We may receive a commission on purchases made from links.

The Meg 2 Gets A New Title, Dives Into Production

Members of "'The Meg' Was Good, Actually" club, I come bearing exciting news. The sequel to the 2018 giant prehistoric shark action-thriller has not only gotten a fresh title, it's also kicked off production, with Ben Wheatley (yes, that Ben Wheatley) directing.

Variety reports that "Meg 2: The Trench" (*cue the obligatory "Drop the 'The.' Just 'Meg.' It's cleaner" joke*), as it's now known, has started filming in the U.K., with Jason Statham and Bingbing Li expected to reprise their roles from the first "Meg" movie. However, before you assume it ripped off the title of James Wan's canceled "Aquaman" spinoff film "The Trench" — which, as has since come to light, was actually a secret Black Manta movie — it ought to be noted that "The Trench" is also the title of the 1999 sequel novel by "Meg" author Steve Alten.
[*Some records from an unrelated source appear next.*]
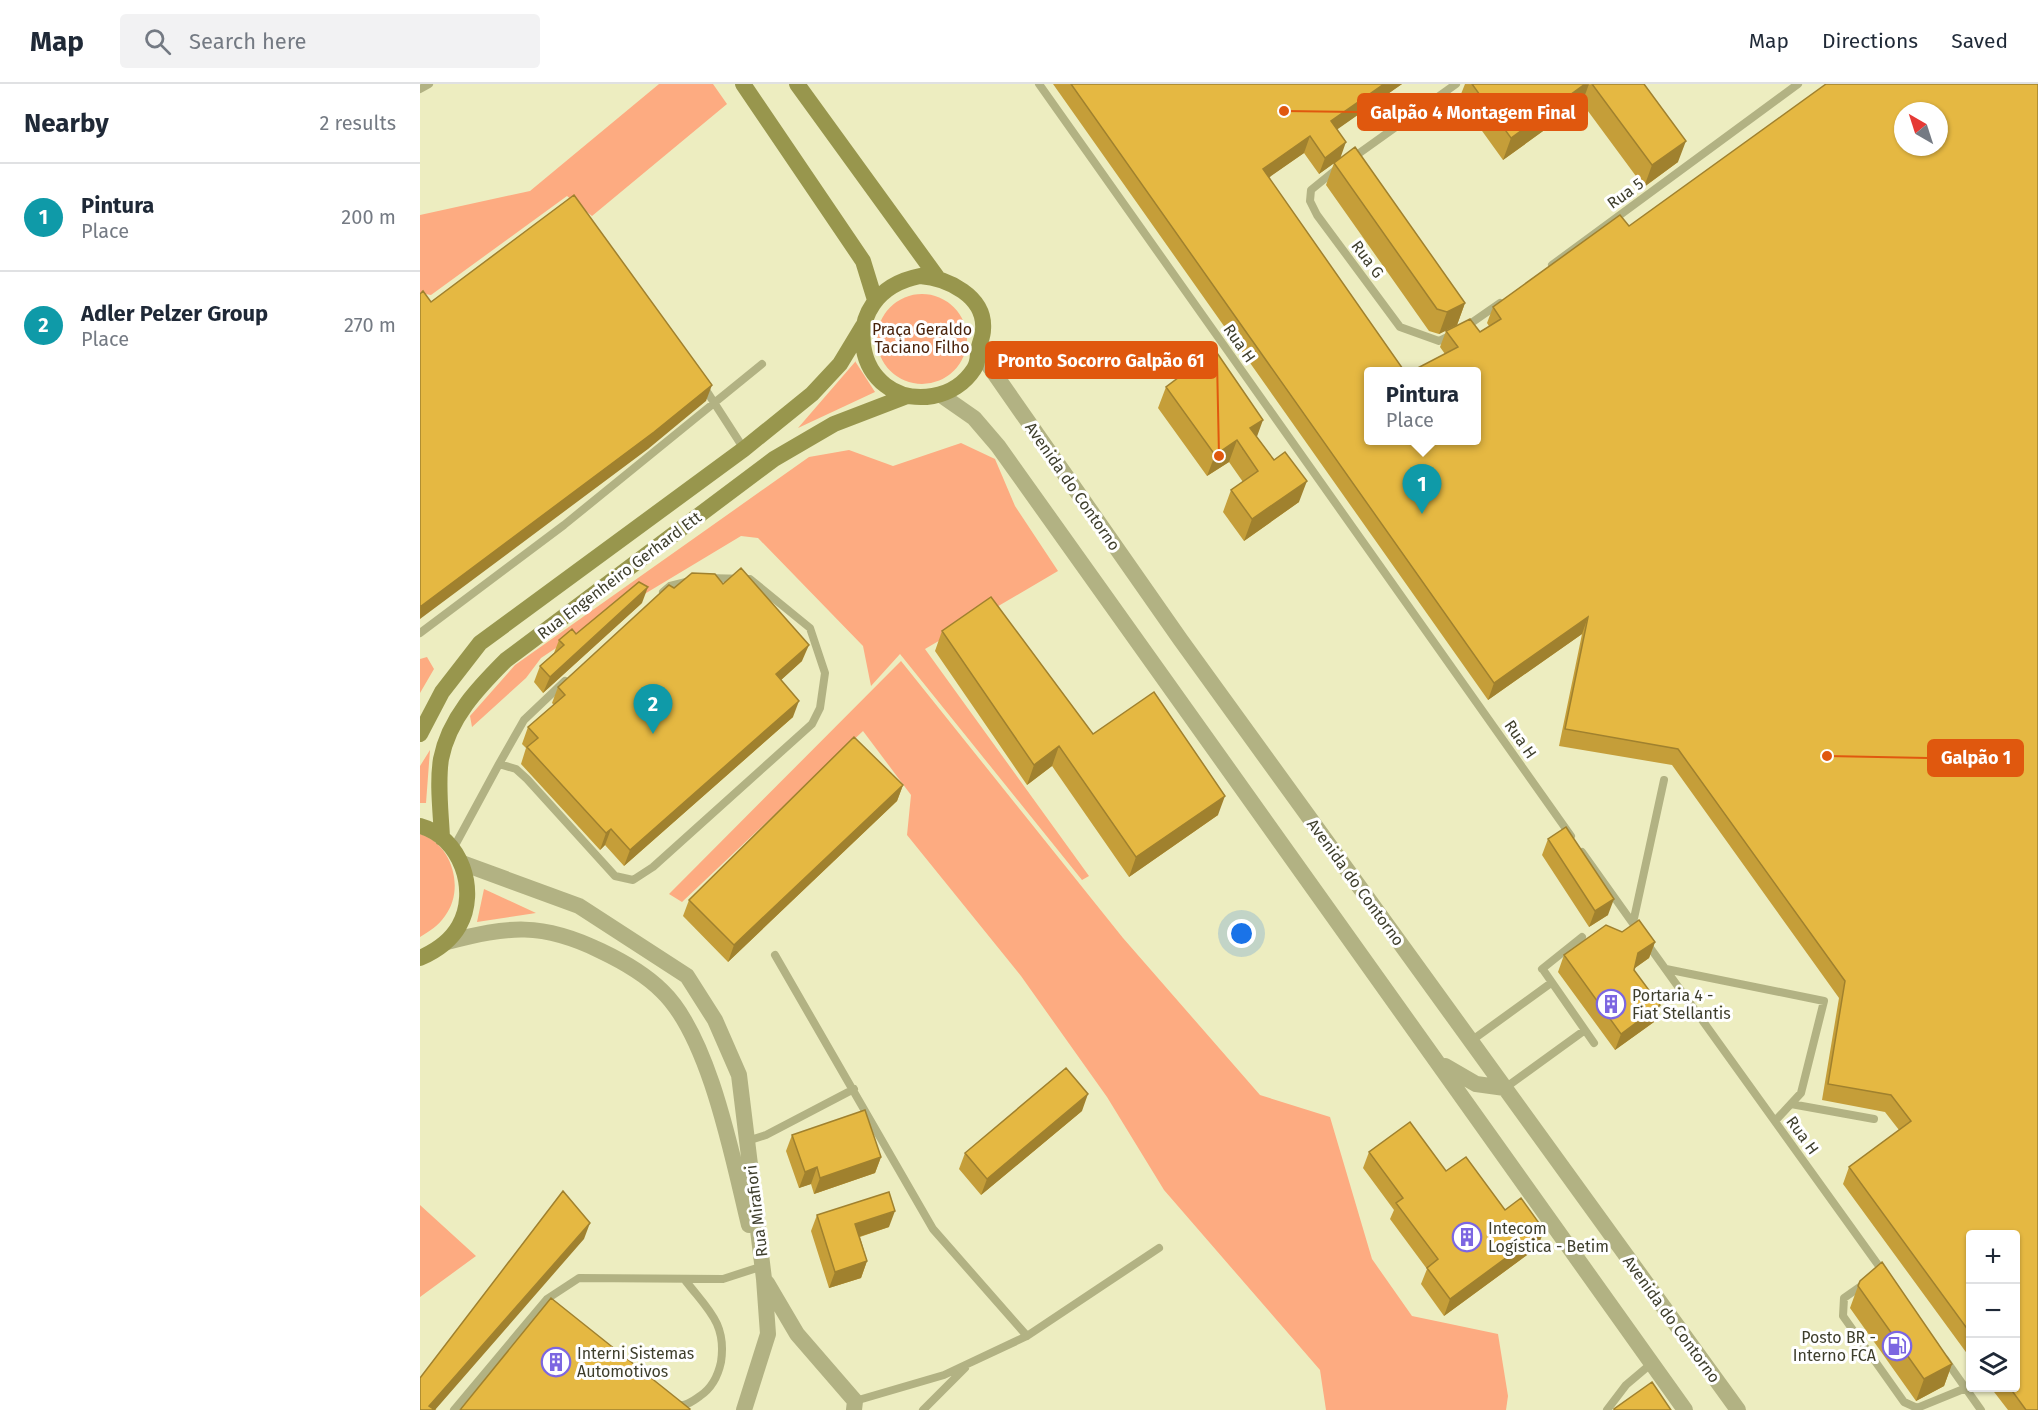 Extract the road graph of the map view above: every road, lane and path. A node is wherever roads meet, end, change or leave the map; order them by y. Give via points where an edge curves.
1 (429, 84) edge
2 (743, 84) edge
3 (797, 84) edge
4 (1039, 84) edge
5 (1456, 84) edge
6 (1798, 84) edge
7 (420, 89) edge
8 (1544, 270) edge
9 (937, 277) junction
10 (1506, 298) edge
11 (874, 300) junction
12 (863, 326) junction
13 (978, 350) junction
14 (762, 364) dead end
15 (695, 375) edge
16 (942, 395) junction
17 (907, 396) junction
18 (716, 403) junction
19 (744, 449) junction
20 (654, 601) edge
21 (420, 633) edge
22 (572, 675) edge
23 (420, 734) edge
24 (499, 764) junction
25 (1664, 780) dead end
26 (420, 826) edge
27 (453, 850) junction
28 (1633, 923) junction
29 (1582, 937) dead end
30 (447, 942) junction
31 (775, 955) dead end
32 (420, 958) edge
33 (1666, 969) junction
34 (1551, 983) junction
35 (1585, 1030) junction
36 (1471, 1041) junction
37 (1594, 1043) dead end
38 (1435, 1058) junction
39 (1505, 1088) junction
40 (854, 1089) junction
41 (1791, 1104) junction
42 (1874, 1119) dead end
43 (1775, 1122) junction
44 (748, 1141) junction
45 (729, 1146) junction
46 (1159, 1248) dead end
47 (1882, 1270) junction
48 (762, 1271) junction
49 (1888, 1279) edge
50 (685, 1280) junction
51 (547, 1299) junction
52 (555, 1306) edge
53 (1027, 1336) junction
54 (1940, 1352) edge
55 (970, 1363) junction
56 (1652, 1363) junction
57 (1966, 1388) joint
58 (1969, 1392) edge
59 (666, 1401) edge
60 (854, 1406) edge
61 (454, 1410) edge
62 (744, 1410) edge
63 (923, 1410) edge
64 (1607, 1410) edge
65 (1684, 1410) edge
66 (1738, 1410) edge
67 (1981, 1410) edge

1 - 7 lane
2 - 11 main road via 863,261
3 - 9 main road
4 - 28 lane, Rua H
5 - 10 lane, Rua G via 1311,190 1310,201 1400,327 1439,340 1469,326
6 - 8 lane, Rua 5
9 - 11 main road via 903,279
9 - 13 main road via 954,284 978,311 984,328
11 - 12 main road
12 - 17 main road via 862,344 872,369 891,389
12 - 19 main road, Rua Engenheiro Gerhard Ett via 840,364 812,394
13 - 16 main road via 978,362 969,376
13 - 36 street, Avenida do Contorno via 1180,639
14 - 18 lane
15 - 18 lane
16 - 17 main road
16 - 38 street via 974,418 998,446
17 - 27 main road, Rua Engenheiro Gerhard Ett via 834,424 774,459 506,660 471,695 449,733 441,760
18 - 19 lane
18 - 21 lane via 564,525
19 - 23 main road, Rua Engenheiro Gerhard Ett via 480,643 442,692
20 - 24 lane via 670,586 714,576 750,579 810,628 825,673 820,708 812,724 653,867 633,880 615,876 527,779 516,769
22 - 24 lane via 524,720
24 - 27 lane
25 - 28 lane
26 - 27 main road
27 - 30 main road, Rua Engenheiro Gerhard Ett via 468,884 467,905
27 - 44 street, Rua Mirafiori via 579,906 687,976 715,1020 740,1075
28 - 33 lane, Rua H
29 - 34 lane via 1543,970
30 - 32 main road
30 - 45 street, Rua Mirafiori via 489,931 536,928 586,944 624,962 663,991 691,1032 719,1106
31 - 40 lane
33 - 41 lane via 1824,1001 1801,1093
33 - 43 lane, Rua H
34 - 35 lane
34 - 36 lane
35 - 37 lane
35 - 39 lane
36 - 39 street, Avenida do Contorno
38 - 39 street via 1457,1076 1476,1084
38 - 56 street
39 - 66 street, Avenida do Contorno
40 - 44 lane
40 - 53 lane via 933,1229
41 - 42 lane
41 - 43 lane
43 - 47 lane, Rua H
44 - 45 lane
44 - 48 street, Rua Mirafiori
45 - 48 street, Rua Mirafiori
46 - 53 lane
47 - 49 lane, Rua H
47 - 57 lane via 1844,1298 1842,1308 1843,1316 1889,1384 1904,1402 1917,1408
48 - 50 lane via 723,1279
48 - 60 street via 797,1334
48 - 62 street via 768,1334
50 - 51 lane via 579,1278
50 - 59 lane via 720,1326 724,1343 719,1373 708,1390 678,1406
51 - 52 lane
51 - 61 lane
53 - 55 lane
54 - 57 lane
55 - 60 lane
55 - 63 lane
56 - 64 lane via 1626,1385
56 - 65 street
58 - 67 lane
Another fun fact: Alten is still writing "Meg" books to this day, with the latest one, "Meg: Purgatory," due out in hardcover on June 14, 2022 (via Amazon).

Time for The Stath to Fight Another Giant Shark

Statham, AKA "The Stath," starred in "The Meg" as Jonas Taylor, a semi-retired rescue diver who's called back into action after a group of scientists (including Li's oceanographer Suyin) encounter a 75-foot-long Megalodon shark while venturing into a previously-unexplored region of the Mariana Trench. "The Meg" scribes Dean Georgaris, Erich Hoeber, and Jon Hoeber also penned "Meg 2: The Trench," with Wheatley taking over as director from "The Meg" helmer Jon Turteltaub.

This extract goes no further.